- _Work instructions_: However many lines the data holds, transcribe them all exactly.

- _Record excerpts_:
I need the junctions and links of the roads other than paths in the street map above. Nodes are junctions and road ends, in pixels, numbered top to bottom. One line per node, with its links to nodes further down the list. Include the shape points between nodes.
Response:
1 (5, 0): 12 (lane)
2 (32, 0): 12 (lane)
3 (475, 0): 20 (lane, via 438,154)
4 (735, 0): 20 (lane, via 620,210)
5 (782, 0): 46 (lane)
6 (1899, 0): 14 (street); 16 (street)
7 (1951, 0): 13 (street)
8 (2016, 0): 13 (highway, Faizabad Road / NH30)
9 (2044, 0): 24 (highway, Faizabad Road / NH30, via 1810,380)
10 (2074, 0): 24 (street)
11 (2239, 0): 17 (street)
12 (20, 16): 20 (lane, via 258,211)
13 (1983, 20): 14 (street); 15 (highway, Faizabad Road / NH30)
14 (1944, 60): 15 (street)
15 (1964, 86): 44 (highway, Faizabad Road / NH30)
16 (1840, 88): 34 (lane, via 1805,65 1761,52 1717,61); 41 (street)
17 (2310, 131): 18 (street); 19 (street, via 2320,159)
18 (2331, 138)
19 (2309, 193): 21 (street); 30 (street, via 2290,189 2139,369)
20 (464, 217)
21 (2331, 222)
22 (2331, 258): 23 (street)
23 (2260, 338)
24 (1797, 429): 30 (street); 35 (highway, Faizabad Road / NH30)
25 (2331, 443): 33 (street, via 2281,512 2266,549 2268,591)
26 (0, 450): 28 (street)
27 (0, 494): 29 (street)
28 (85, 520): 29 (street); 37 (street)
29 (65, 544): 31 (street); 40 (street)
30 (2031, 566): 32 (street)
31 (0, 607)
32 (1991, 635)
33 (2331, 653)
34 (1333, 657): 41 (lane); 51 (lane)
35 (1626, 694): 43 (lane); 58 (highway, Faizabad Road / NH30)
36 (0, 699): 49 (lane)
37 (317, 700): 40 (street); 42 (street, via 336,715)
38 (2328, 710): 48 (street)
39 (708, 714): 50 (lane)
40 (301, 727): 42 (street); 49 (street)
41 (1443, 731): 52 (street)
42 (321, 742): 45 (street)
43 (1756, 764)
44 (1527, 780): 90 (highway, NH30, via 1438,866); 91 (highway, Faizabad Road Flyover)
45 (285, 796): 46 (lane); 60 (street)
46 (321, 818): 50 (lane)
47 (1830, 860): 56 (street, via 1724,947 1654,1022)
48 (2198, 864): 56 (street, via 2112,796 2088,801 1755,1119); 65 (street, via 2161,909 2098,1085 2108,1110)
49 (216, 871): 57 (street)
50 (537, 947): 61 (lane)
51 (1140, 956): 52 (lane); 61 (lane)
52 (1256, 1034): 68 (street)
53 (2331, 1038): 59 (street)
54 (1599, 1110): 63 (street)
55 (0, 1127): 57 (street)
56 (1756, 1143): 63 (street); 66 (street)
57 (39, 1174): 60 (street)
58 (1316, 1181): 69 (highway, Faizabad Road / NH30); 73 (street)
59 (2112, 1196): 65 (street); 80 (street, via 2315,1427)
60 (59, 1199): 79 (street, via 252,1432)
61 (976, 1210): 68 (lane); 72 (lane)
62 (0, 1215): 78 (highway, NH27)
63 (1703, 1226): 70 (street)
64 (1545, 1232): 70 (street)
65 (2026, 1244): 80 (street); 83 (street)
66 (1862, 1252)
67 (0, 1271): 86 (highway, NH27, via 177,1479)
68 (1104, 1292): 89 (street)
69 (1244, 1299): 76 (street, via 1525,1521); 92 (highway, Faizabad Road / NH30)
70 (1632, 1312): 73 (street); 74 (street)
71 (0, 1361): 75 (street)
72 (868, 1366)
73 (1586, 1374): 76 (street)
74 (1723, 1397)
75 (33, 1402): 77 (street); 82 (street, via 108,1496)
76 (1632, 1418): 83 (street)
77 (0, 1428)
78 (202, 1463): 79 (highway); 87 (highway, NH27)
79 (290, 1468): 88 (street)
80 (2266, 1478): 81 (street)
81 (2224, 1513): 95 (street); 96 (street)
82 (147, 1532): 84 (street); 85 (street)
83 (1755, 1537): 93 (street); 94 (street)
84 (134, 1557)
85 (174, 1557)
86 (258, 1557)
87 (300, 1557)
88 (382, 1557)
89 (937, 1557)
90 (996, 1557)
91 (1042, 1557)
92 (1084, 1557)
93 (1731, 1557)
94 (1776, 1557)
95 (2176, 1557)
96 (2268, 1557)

- _Solution to this exercise_:
I need the junctions and links of the roads other than paths in the street map above. Nodes are junctions and road ends, in pixels, numbered top to bottom. One line per node, with its links to nodes further down the list. Include the shape points between nodes.
Response:
1 (5, 0): 12 (lane)
2 (32, 0): 12 (lane)
3 (475, 0): 20 (lane, via 438,154)
4 (735, 0): 20 (lane, via 620,210)
5 (782, 0): 46 (lane)
6 (1899, 0): 14 (street); 16 (street)
7 (1951, 0): 13 (street)
8 (2016, 0): 13 (highway, Faizabad Road / NH30)
9 (2044, 0): 24 (highway, Faizabad Road / NH30, via 1810,380)
10 (2074, 0): 24 (street)
11 (2239, 0): 17 (street)
12 (20, 16): 20 (lane, via 258,211)
13 (1983, 20): 14 (street); 15 (highway, Faizabad Road / NH30)
14 (1944, 60): 15 (street)
15 (1964, 86): 44 (highway, Faizabad Road / NH30)
16 (1840, 88): 34 (lane, via 1805,65 1761,52 1717,61); 41 (street)
17 (2310, 131): 18 (street); 19 (street, via 2320,159)
18 (2331, 138)
19 (2309, 193): 21 (street); 30 (street, via 2290,189 2139,369)
20 (464, 217)
21 (2331, 222)
22 (2331, 258): 23 (street)
23 (2260, 338)
24 (1797, 429): 30 (street); 35 (highway, Faizabad Road / NH30)
25 (2331, 443): 33 (street, via 2281,512 2266,549 2268,591)
26 (0, 450): 28 (street)
27 (0, 494): 29 (street)
28 (85, 520): 29 (street); 37 (street)
29 (65, 544): 31 (street); 40 (street)
30 (2031, 566): 32 (street)
31 (0, 607)
32 (1991, 635)
33 (2331, 653)
34 (1333, 657): 41 (lane); 51 (lane)
35 (1626, 694): 43 (lane); 58 (highway, Faizabad Road / NH30)
36 (0, 699): 49 (lane)
37 (317, 700): 40 (street); 42 (street, via 336,715)
38 (2328, 710): 48 (street)
39 (708, 714): 50 (lane)
40 (301, 727): 42 (street); 49 (street)
41 (1443, 731): 52 (street)
42 (321, 742): 45 (street)
43 (1756, 764)
44 (1527, 780): 90 (highway, NH30, via 1438,866); 91 (highway, Faizabad Road Flyover)
45 (285, 796): 46 (lane); 60 (street)
46 (321, 818): 50 (lane)
47 (1830, 860): 56 (street, via 1724,947 1654,1022)
48 (2198, 864): 56 (street, via 2112,796 2088,801 1755,1119); 65 (street, via 2161,909 2098,1085 2108,1110)
49 (216, 871): 57 (street)
50 (537, 947): 61 (lane)
51 (1140, 956): 52 (lane); 61 (lane)
52 (1256, 1034): 68 (street)
53 (2331, 1038): 59 (street)
54 (1599, 1110): 63 (street)
55 (0, 1127): 57 (street)
56 (1756, 1143): 63 (street); 66 (street)
57 (39, 1174): 60 (street)
58 (1316, 1181): 69 (highway, Faizabad Road / NH30); 73 (street)
59 (2112, 1196): 65 (street); 80 (street, via 2315,1427)
60 (59, 1199): 79 (street, via 252,1432)
61 (976, 1210): 68 (lane); 72 (lane)
62 (0, 1215): 78 (highway, NH27)
63 (1703, 1226): 70 (street)
64 (1545, 1232): 70 (street)
65 (2026, 1244): 80 (street); 83 (street)
66 (1862, 1252)
67 (0, 1271): 86 (highway, NH27, via 177,1479)
68 (1104, 1292): 89 (street)
69 (1244, 1299): 76 (street, via 1525,1521); 92 (highway, Faizabad Road / NH30)
70 (1632, 1312): 73 (street); 74 (street)
71 (0, 1361): 75 (street)
72 (868, 1366)
73 (1586, 1374): 76 (street)
74 (1723, 1397)
75 (33, 1402): 77 (street); 82 (street, via 108,1496)
76 (1632, 1418): 83 (street)
77 (0, 1428)
78 (202, 1463): 79 (highway); 87 (highway, NH27)
79 (290, 1468): 88 (street)
80 (2266, 1478): 81 (street)
81 (2224, 1513): 95 (street); 96 (street)
82 (147, 1532): 84 (street); 85 (street)
83 (1755, 1537): 93 (street); 94 (street)
84 (134, 1557)
85 (174, 1557)
86 (258, 1557)
87 (300, 1557)
88 (382, 1557)
89 (937, 1557)
90 (996, 1557)
91 (1042, 1557)
92 (1084, 1557)
93 (1731, 1557)
94 (1776, 1557)
95 (2176, 1557)
96 (2268, 1557)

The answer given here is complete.